DATASET ENTRIES:
------------------------------------------------
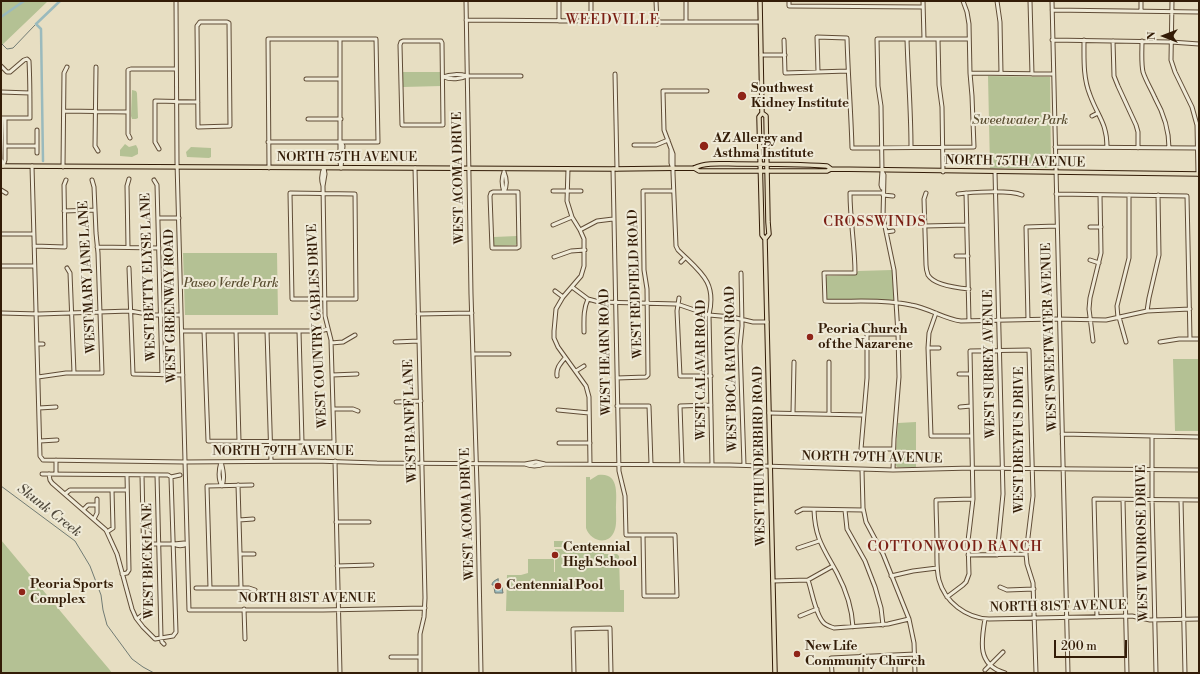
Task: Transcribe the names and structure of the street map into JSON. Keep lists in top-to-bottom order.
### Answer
{
  "streets": {
    "main road": ["NORTH 75TH AVENUE", "WEST THUNDERBIRD ROAD"],
    "street": [
      "WEST ACOMA DRIVE",
      "WEST MARY JANE LANE",
      "WEST BETTY ELYSE LANE",
      "WEST REDFIELD ROAD",
      "WEST GREENWAY ROAD",
      "WEST COUNTRY GABLES DRIVE",
      "WEST SWEETWATER AVENUE",
      "WEST HEARN ROAD",
      "WEST SURREY AVENUE",
      "WEST BOCA RATON ROAD",
      "WEST CALAVAR ROAD",
      "WEST BANFF LANE",
      "WEST DREYFUS DRIVE",
      "NORTH 79TH AVENUE",
      "WEST WINDROSE DRIVE",
      "WEST BECK LANE",
      "NORTH 81ST AVENUE"
    ]
  },
  "crossings": [
    ["NORTH 75TH AVENUE", "WEST ACOMA DRIVE"],
    ["NORTH 75TH AVENUE", "WEST GREENWAY ROAD"],
    ["NORTH 75TH AVENUE", "WEST COUNTRY GABLES DRIVE"],
    ["NORTH 75TH AVENUE", "WEST SWEETWATER AVENUE"],
    ["NORTH 75TH AVENUE", "WEST HEARN ROAD"],
    ["NORTH 75TH AVENUE", "WEST SURREY AVENUE"],
    ["NORTH 75TH AVENUE", "WEST CALAVAR ROAD"],
    ["NORTH 75TH AVENUE", "WEST BANFF LANE"],
    ["NORTH 75TH AVENUE", "WEST THUNDERBIRD ROAD"],
    ["WEST ACOMA DRIVE", "NORTH 79TH AVENUE"],
    ["WEST REDFIELD ROAD", "WEST HEARN ROAD"],
    ["WEST REDFIELD ROAD", "WEST CALAVAR ROAD"],
    ["WEST GREENWAY ROAD", "NORTH 79TH AVENUE"],
    ["WEST GREENWAY ROAD", "NORTH 81ST AVENUE"],
    ["WEST SWEETWATER AVENUE", "NORTH 79TH AVENUE"],
    ["WEST SWEETWATER AVENUE", "NORTH 81ST AVENUE"],
    ["WEST HEARN ROAD", "NORTH 79TH AVENUE"],
    ["WEST SURREY AVENUE", "WEST DREYFUS DRIVE"],
    ["WEST SURREY AVENUE", "NORTH 79TH AVENUE"],
    ["WEST BOCA RATON ROAD", "NORTH 79TH AVENUE"],
    ["WEST CALAVAR ROAD", "NORTH 79TH AVENUE"],
    ["WEST BANFF LANE", "NORTH 79TH AVENUE"],
    ["WEST BANFF LANE", "NORTH 81ST AVENUE"],
    ["WEST DREYFUS DRIVE", "NORTH 79TH AVENUE"],
    ["WEST DREYFUS DRIVE", "NORTH 81ST AVENUE"],
    ["NORTH 79TH AVENUE", "WEST THUNDERBIRD ROAD"],
    ["NORTH 79TH AVENUE", "WEST WINDROSE DRIVE"],
    ["WEST WINDROSE DRIVE", "NORTH 81ST AVENUE"]
  ],
  "districts": ["WEEDVILLE", "CROSSWINDS", "COTTONWOOD RANCH"],
  "water": ["Skunk Creek"],
  "parks": ["Sweetwater Park", "Paseo Verde Park"],
  "places": [
    "Southwest Kidney Institute",
    "AZ Allergy and Asthma Institute",
    "Peoria Church of the Nazarene",
    "Centennial High School",
    "Centennial Pool",
    "Peoria Sports Complex",
    "New Life Community Church"
  ],
  "scale_bar": "200 m",
  "north": "left"
}
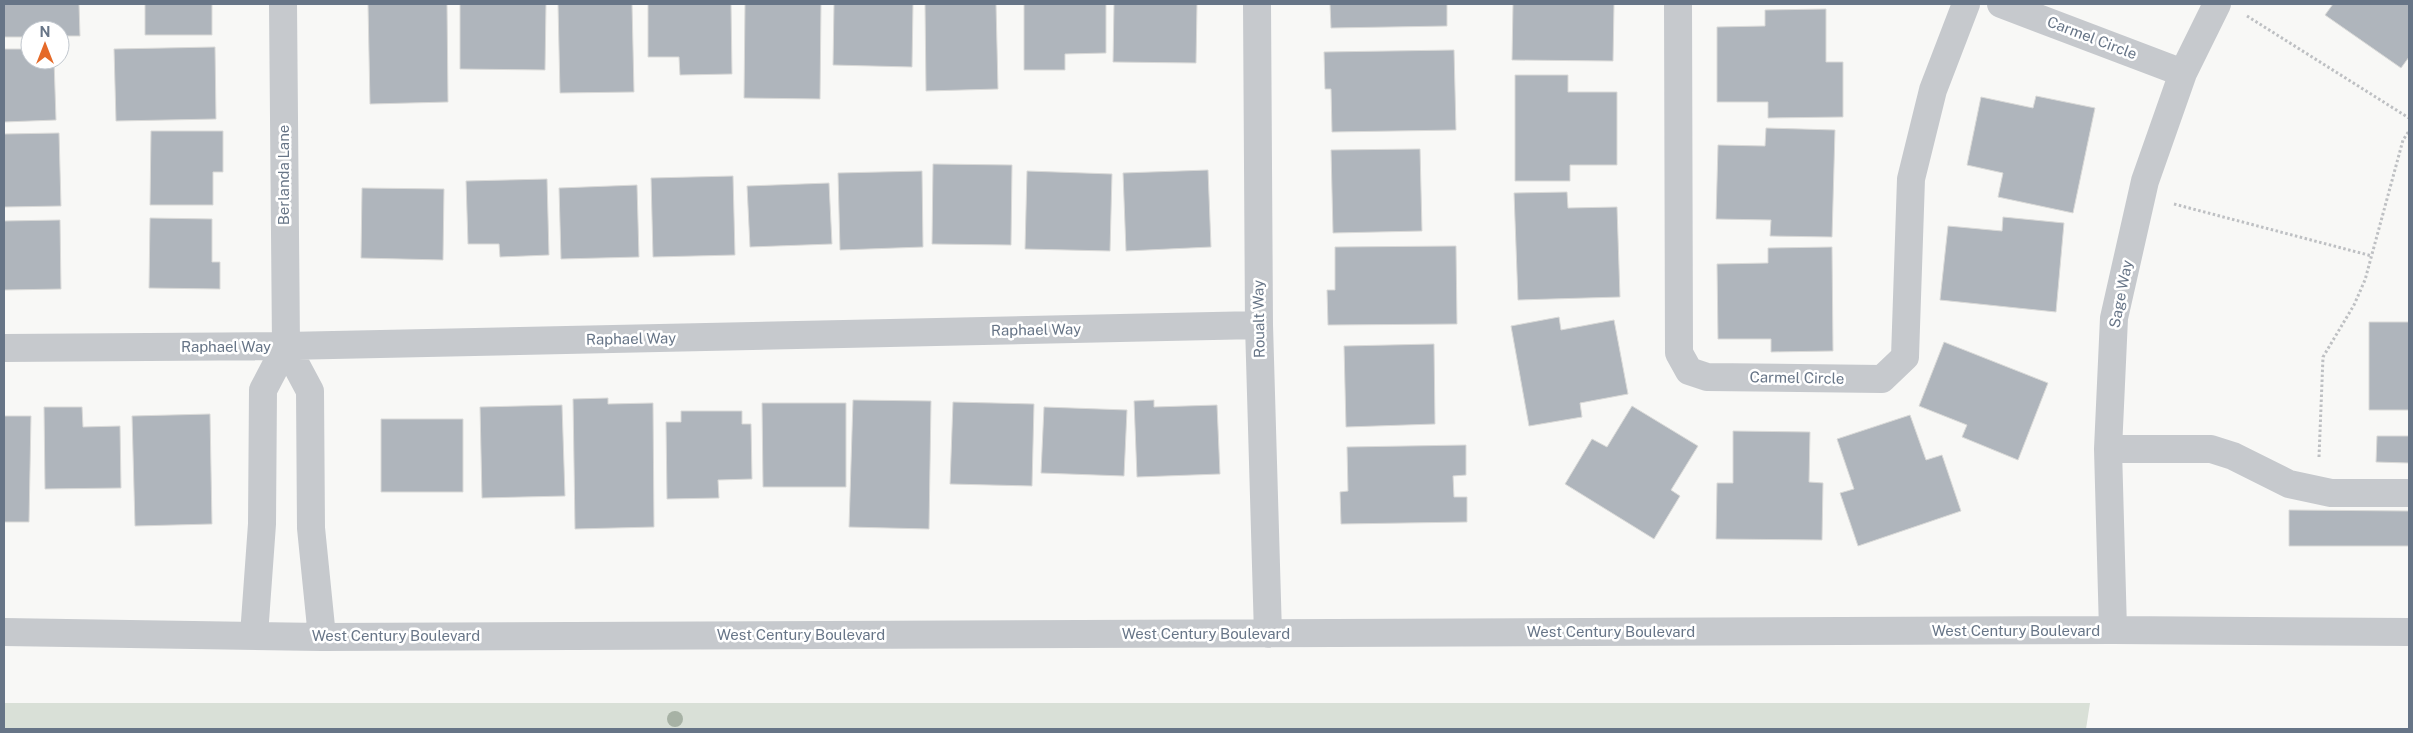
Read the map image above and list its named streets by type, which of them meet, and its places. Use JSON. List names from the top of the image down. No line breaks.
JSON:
{"streets":{"street":["Carmel Circle","Berlanda Lane","Sage Way","Roualt Way","Raphael Way","West Century Boulevard"]},"crossings":[["Carmel Circle","Sage Way"],["Berlanda Lane","Raphael Way"],["Berlanda Lane","West Century Boulevard"],["Sage Way","West Century Boulevard"],["Roualt Way","Raphael Way"],["Roualt Way","West Century Boulevard"]],"north":"top"}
------------------------------------------------
WORK REQUEST:
Among the lines of the data above, find those with the word "CALAVAR" and show them.

SOLUTION TO THE PROBLEM:
      "WEST CALAVAR ROAD",
    ["NORTH 75TH AVENUE", "WEST CALAVAR ROAD"],
    ["WEST REDFIELD ROAD", "WEST CALAVAR ROAD"],
    ["WEST CALAVAR ROAD", "NORTH 79TH AVENUE"],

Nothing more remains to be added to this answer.